Contents
TABLE OF CONTENTS
← All posts

Zero-Instrumentation Observability with eBPF

·9 min read
eBPFObservability

Instrumenting every service in a distributed system is expensive and fragile. Libraries drift out of date, different languages need different SDKs, and some services can't be modified at all. eBPF offers a compelling alternative: attach probes to kernel and userspace events, and collect telemetry without touching a single line of application code.

How eBPF works

eBPF programs are small, sandboxed programs that run in the Linux kernel. They're verified for safety — no infinite loops, no out-of-bounds memory access — and JIT-compiled to native instructions.

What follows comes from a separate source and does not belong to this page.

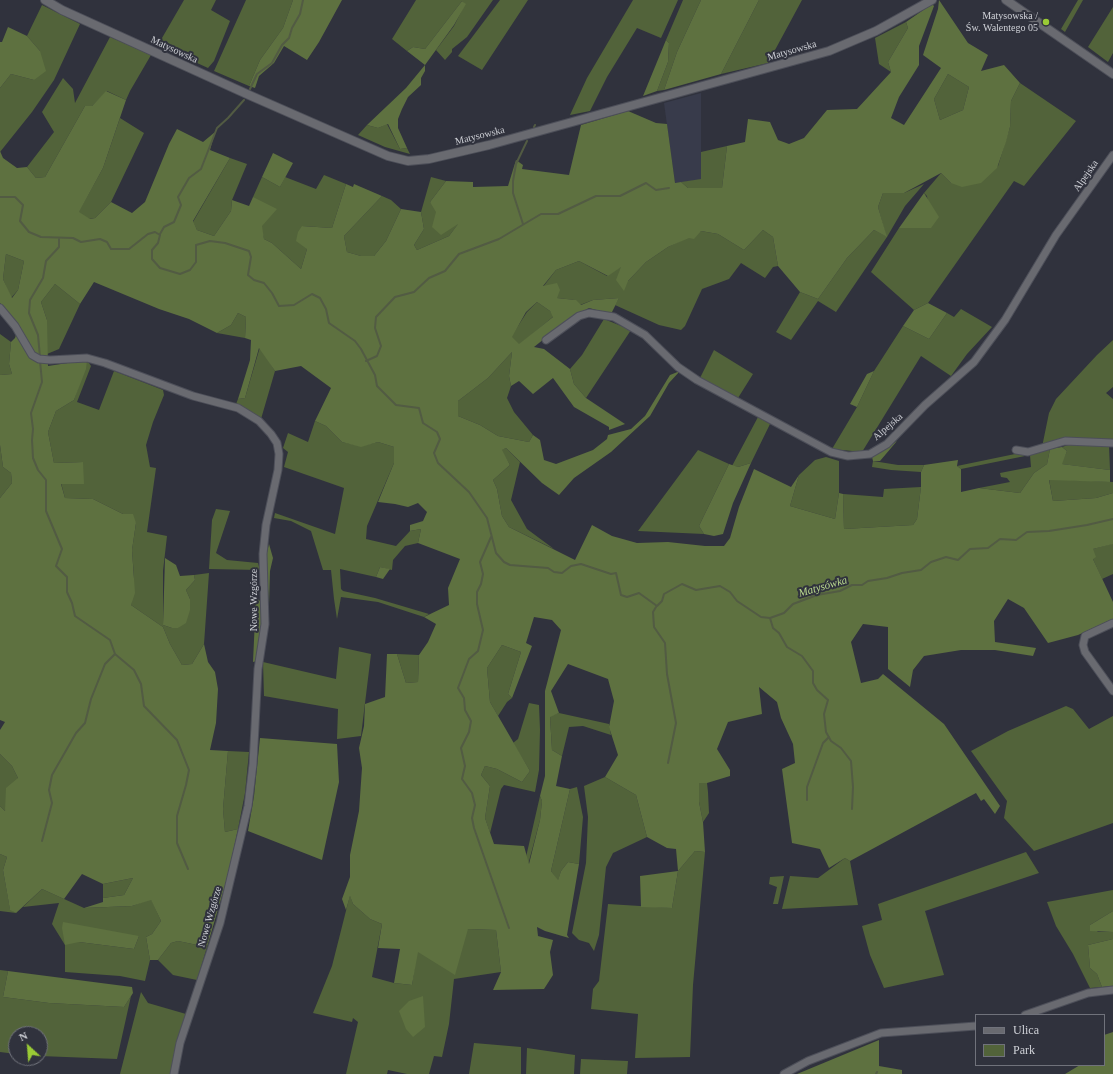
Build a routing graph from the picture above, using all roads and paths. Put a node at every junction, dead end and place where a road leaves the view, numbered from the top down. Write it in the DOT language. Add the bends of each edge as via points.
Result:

You attach them to hooks: kprobes for kernel functions, uprobes for userspace functions, tracepoints for static kernel instrumentation points, and more.

Created snippet.c
+29
+// eBPF program that counts TCP connections by destination port
+#include <linux/bpf.h>
+#include <bpf/bpf_helpers.h>
+
+struct {
+ __uint(type, BPF_MAP_TYPE_HASH);
+ __uint(max_entries, 1024);
+ __type(key, u16); // destination port
+ __type(value, u64); // count
+} tcp_conn_count SEC(".maps");
+
+SEC("kprobe/tcp_v4_connect")
+int trace_tcp_connect(struct pt_regs *ctx) {
+ // The sock pointer is the first argument
+ struct sock *sk = (struct sock *)PT_REGS_PARM1(ctx);
+ u16 dport = sk->__sk_common.skc_dport;
+ dport = __builtin_bswap16(dport); // network to host byte order
+
+ u64 *count = bpf_map_lookup_elem(&tcp_conn_count, &dport);
+ if (count) {
+ __sync_fetch_and_add(count, 1);
+ } else {
+ u64 init = 1;
+ bpf_map_update_elem(&tcp_conn_count, &dport, &init, BPF_ANY);
+ }
+ return 0;
+}
+
+char LICENSE[] SEC("license") = "GPL";

HTTP tracing without touching the application

For HTTP services, the most valuable signal is the request-response lifecycle: method, path, status code, latency. With eBPF, you can attach uprobes to common HTTP library functions — Go's net/http, Python's WSGI, Node's HTTP parser — and extract the same data without an SDK.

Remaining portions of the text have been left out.